Stored records
---

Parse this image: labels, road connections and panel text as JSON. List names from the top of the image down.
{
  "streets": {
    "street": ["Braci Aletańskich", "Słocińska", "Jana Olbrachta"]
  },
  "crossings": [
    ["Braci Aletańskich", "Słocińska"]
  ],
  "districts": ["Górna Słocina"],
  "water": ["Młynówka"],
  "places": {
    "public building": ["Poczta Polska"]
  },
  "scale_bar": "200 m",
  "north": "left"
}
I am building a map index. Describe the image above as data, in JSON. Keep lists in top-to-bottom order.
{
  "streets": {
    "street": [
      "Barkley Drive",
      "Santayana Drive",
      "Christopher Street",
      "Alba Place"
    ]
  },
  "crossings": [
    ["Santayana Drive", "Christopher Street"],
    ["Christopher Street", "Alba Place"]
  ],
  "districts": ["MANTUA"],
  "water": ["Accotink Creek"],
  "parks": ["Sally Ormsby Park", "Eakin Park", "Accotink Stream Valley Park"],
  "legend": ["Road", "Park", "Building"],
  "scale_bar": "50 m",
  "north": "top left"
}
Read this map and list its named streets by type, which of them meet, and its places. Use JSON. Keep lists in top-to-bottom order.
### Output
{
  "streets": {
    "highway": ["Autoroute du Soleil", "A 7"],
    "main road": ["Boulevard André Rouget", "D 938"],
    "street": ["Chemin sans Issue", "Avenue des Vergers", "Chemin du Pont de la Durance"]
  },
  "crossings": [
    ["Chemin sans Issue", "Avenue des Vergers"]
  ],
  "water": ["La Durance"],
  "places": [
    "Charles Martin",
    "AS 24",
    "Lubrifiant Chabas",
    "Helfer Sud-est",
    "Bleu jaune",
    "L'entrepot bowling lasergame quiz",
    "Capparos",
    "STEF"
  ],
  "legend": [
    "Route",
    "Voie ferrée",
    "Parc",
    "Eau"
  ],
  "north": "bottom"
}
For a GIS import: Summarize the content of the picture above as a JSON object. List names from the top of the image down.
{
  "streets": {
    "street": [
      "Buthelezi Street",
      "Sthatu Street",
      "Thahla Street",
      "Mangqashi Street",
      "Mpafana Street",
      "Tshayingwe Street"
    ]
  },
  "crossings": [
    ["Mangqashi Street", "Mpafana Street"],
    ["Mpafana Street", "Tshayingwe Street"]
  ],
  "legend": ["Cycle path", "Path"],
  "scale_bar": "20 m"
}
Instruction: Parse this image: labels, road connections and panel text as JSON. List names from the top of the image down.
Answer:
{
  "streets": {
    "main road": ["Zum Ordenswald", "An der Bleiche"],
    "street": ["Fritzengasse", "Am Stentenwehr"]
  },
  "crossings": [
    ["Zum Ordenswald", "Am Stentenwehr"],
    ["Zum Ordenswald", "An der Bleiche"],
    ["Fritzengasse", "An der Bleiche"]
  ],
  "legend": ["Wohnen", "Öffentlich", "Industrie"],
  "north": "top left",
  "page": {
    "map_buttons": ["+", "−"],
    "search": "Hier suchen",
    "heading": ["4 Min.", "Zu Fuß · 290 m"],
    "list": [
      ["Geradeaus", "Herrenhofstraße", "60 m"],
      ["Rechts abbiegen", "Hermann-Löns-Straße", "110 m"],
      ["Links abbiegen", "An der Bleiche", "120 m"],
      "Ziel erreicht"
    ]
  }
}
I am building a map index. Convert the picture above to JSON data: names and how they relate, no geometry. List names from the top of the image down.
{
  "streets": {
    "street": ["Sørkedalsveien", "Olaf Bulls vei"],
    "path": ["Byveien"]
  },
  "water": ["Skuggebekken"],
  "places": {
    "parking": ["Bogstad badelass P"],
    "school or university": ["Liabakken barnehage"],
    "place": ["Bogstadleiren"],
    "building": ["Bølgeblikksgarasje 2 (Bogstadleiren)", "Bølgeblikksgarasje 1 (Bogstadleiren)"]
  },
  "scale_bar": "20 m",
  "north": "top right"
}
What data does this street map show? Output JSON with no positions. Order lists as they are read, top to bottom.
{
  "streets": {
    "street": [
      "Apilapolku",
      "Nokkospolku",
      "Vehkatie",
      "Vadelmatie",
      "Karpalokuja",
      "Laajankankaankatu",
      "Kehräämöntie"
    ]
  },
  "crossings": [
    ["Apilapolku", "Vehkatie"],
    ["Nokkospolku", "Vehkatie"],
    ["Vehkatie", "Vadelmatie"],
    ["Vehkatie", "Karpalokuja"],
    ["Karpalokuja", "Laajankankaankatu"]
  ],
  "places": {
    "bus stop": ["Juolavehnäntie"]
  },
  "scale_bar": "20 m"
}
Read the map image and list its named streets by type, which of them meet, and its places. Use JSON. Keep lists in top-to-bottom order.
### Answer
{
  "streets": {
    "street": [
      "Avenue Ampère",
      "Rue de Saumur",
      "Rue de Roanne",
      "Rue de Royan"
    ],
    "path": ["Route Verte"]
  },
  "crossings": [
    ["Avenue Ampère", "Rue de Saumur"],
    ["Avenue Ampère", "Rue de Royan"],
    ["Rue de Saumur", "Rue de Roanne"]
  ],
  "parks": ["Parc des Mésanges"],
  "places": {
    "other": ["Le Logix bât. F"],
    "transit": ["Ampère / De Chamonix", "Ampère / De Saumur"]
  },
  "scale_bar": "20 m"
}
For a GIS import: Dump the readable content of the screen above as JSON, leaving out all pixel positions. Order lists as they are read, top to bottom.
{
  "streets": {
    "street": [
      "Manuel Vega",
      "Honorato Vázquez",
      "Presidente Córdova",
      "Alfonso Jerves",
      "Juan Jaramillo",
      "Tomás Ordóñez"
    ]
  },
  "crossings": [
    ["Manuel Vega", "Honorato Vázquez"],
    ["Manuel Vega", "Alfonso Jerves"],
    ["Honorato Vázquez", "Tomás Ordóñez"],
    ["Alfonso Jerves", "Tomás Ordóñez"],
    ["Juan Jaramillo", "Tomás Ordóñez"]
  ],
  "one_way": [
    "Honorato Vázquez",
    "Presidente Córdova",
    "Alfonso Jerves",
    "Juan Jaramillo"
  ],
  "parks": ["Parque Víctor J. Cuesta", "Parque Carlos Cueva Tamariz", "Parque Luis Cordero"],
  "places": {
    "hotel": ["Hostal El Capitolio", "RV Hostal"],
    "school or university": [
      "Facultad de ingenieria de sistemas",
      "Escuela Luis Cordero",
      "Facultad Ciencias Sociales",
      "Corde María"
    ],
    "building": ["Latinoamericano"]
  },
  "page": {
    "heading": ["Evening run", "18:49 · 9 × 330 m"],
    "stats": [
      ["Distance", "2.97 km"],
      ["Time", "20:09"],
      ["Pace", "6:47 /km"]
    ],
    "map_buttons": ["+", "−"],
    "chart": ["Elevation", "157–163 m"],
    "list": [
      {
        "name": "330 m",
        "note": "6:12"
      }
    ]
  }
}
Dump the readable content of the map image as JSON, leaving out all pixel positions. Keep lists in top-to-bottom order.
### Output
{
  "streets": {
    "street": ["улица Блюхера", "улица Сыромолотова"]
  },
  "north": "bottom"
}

---

■ TASK REQUIREMENTS
Within the records, filter for lines that contain the word "which" and show each one.

■ EXERCISE SOLUTION
Read this map and list its named streets by type, which of them meet, and its places. Use JSON. Keep lists in top-to-bottom order.
Read the map image and list its named streets by type, which of them meet, and its places. Use JSON. Keep lists in top-to-bottom order.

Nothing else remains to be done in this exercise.